[Collected data entries]
=== Section Start ===

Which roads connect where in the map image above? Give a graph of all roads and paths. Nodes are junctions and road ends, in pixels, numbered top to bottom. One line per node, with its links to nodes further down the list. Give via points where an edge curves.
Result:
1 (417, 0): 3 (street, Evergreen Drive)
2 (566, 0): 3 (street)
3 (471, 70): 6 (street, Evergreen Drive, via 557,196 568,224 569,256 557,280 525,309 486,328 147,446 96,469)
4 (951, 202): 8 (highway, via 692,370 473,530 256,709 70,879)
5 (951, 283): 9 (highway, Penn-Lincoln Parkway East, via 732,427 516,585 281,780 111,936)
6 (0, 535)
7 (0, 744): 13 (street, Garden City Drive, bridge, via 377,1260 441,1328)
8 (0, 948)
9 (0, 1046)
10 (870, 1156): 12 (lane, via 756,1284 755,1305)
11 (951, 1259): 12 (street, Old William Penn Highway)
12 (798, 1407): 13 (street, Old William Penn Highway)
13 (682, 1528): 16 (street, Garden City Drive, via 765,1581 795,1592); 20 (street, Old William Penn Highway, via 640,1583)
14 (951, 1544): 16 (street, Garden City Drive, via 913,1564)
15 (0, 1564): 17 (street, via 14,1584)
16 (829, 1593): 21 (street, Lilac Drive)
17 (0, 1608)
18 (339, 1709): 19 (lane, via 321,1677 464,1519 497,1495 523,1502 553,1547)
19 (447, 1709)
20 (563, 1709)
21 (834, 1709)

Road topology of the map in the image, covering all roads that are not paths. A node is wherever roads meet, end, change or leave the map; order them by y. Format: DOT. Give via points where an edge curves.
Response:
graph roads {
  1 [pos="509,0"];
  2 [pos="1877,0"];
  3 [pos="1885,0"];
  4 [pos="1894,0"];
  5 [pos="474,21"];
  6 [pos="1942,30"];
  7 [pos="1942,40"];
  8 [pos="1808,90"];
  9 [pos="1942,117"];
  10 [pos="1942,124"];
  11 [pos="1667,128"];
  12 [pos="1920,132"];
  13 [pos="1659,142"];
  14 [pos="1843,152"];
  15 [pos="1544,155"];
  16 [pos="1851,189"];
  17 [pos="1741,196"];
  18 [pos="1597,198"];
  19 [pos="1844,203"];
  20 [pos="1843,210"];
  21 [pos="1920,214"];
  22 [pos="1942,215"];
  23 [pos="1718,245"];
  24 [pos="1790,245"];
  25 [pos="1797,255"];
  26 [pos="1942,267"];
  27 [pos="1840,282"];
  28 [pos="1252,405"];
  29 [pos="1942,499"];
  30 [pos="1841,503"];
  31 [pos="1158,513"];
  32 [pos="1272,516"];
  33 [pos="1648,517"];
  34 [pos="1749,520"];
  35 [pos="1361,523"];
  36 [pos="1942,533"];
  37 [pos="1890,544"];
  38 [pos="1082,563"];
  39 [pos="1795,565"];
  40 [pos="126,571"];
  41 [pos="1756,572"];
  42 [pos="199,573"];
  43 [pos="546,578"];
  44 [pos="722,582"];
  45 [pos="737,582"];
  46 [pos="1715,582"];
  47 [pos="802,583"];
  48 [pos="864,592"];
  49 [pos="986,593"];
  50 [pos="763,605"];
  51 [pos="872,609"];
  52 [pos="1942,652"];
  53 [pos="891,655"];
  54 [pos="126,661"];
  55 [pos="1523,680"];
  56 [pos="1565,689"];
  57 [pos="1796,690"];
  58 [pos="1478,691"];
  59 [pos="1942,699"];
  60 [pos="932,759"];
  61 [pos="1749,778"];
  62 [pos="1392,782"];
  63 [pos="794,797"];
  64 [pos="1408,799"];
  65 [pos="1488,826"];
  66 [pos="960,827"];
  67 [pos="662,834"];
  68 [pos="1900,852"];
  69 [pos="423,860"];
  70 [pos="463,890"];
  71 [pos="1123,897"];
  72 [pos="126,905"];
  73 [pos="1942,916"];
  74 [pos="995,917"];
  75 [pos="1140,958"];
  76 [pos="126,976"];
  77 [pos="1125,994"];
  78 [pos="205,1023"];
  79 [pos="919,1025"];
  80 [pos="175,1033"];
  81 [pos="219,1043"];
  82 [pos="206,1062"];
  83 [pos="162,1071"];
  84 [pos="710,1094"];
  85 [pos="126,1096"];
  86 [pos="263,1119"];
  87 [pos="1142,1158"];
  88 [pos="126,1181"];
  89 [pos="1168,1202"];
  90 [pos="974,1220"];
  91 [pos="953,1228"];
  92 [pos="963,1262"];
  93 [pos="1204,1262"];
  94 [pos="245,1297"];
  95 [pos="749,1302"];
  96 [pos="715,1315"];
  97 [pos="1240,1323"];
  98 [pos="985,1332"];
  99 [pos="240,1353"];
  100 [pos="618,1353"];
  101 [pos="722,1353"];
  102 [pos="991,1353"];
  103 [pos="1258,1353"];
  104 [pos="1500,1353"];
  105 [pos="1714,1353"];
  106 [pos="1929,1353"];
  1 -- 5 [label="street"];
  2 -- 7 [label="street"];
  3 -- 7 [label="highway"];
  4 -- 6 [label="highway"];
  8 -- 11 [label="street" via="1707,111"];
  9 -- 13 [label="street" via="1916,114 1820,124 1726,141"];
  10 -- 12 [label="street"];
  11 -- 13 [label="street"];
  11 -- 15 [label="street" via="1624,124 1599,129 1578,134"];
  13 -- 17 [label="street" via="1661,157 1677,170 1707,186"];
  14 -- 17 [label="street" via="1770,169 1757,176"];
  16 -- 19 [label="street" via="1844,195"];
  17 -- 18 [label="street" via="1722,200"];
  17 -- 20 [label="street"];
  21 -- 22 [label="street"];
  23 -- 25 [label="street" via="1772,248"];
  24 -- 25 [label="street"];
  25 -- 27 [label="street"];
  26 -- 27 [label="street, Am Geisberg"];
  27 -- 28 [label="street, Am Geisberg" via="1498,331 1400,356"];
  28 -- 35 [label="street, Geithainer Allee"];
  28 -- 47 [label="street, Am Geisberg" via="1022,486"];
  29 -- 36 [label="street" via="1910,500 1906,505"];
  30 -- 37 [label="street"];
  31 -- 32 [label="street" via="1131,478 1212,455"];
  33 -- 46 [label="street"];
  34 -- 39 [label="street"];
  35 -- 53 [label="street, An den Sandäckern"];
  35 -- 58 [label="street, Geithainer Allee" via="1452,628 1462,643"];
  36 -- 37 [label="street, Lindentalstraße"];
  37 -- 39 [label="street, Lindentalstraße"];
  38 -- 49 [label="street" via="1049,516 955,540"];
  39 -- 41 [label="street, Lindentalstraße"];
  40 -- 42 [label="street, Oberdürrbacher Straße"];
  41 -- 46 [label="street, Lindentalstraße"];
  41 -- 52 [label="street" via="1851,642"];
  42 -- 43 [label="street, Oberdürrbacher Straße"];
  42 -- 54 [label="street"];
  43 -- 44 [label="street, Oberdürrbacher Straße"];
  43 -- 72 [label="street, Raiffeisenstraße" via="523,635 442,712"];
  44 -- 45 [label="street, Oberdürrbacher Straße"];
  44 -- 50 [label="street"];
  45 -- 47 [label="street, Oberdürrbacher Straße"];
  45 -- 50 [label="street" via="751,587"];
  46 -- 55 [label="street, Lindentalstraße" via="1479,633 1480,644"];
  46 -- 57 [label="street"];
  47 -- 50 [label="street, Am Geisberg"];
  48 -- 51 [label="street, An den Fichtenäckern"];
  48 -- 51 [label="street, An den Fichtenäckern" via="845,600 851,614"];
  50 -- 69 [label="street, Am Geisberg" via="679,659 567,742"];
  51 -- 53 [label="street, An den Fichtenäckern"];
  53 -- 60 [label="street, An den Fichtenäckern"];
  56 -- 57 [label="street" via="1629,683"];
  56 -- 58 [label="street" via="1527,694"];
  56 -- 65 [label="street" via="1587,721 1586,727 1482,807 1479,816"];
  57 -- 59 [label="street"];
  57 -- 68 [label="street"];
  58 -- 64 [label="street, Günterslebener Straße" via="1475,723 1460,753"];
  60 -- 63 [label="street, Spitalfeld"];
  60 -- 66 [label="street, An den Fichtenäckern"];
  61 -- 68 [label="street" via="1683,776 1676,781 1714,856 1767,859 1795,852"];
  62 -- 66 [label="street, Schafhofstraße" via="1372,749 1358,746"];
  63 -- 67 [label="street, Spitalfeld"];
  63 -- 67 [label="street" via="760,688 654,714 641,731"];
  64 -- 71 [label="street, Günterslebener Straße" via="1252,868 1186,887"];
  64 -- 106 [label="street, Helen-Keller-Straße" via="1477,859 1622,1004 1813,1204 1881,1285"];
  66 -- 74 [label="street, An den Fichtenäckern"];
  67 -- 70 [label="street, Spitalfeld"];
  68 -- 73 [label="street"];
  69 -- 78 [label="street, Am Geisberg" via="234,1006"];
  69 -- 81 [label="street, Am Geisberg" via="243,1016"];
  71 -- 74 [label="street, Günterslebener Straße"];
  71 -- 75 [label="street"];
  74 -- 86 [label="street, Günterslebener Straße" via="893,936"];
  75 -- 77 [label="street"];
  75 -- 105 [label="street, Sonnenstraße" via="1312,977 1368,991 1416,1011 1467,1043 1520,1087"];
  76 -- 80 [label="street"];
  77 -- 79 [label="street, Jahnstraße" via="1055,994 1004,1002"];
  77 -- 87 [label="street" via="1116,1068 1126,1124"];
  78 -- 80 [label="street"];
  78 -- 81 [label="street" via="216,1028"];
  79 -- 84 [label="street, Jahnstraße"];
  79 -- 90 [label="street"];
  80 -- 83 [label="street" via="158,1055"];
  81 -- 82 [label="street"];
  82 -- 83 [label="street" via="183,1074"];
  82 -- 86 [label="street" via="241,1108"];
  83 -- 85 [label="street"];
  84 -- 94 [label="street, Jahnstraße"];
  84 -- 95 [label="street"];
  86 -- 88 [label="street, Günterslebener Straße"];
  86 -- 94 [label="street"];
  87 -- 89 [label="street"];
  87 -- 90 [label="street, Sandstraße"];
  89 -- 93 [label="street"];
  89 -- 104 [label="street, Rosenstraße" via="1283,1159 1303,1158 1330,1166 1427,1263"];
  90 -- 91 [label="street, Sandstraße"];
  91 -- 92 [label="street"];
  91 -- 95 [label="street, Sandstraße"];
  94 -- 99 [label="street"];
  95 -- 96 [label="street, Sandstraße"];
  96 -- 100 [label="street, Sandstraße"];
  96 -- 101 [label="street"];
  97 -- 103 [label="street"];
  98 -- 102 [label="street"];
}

=== Section End ===

▶ **What to do**
Reproduce every line from the entries that holds the word "Geisberg".

▶ **Answer section**
  26 -- 27 [label="street, Am Geisberg"];
  27 -- 28 [label="street, Am Geisberg" via="1498,331 1400,356"];
  28 -- 47 [label="street, Am Geisberg" via="1022,486"];
  47 -- 50 [label="street, Am Geisberg"];
  50 -- 69 [label="street, Am Geisberg" via="679,659 567,742"];
  69 -- 78 [label="street, Am Geisberg" via="234,1006"];
  69 -- 81 [label="street, Am Geisberg" via="243,1016"];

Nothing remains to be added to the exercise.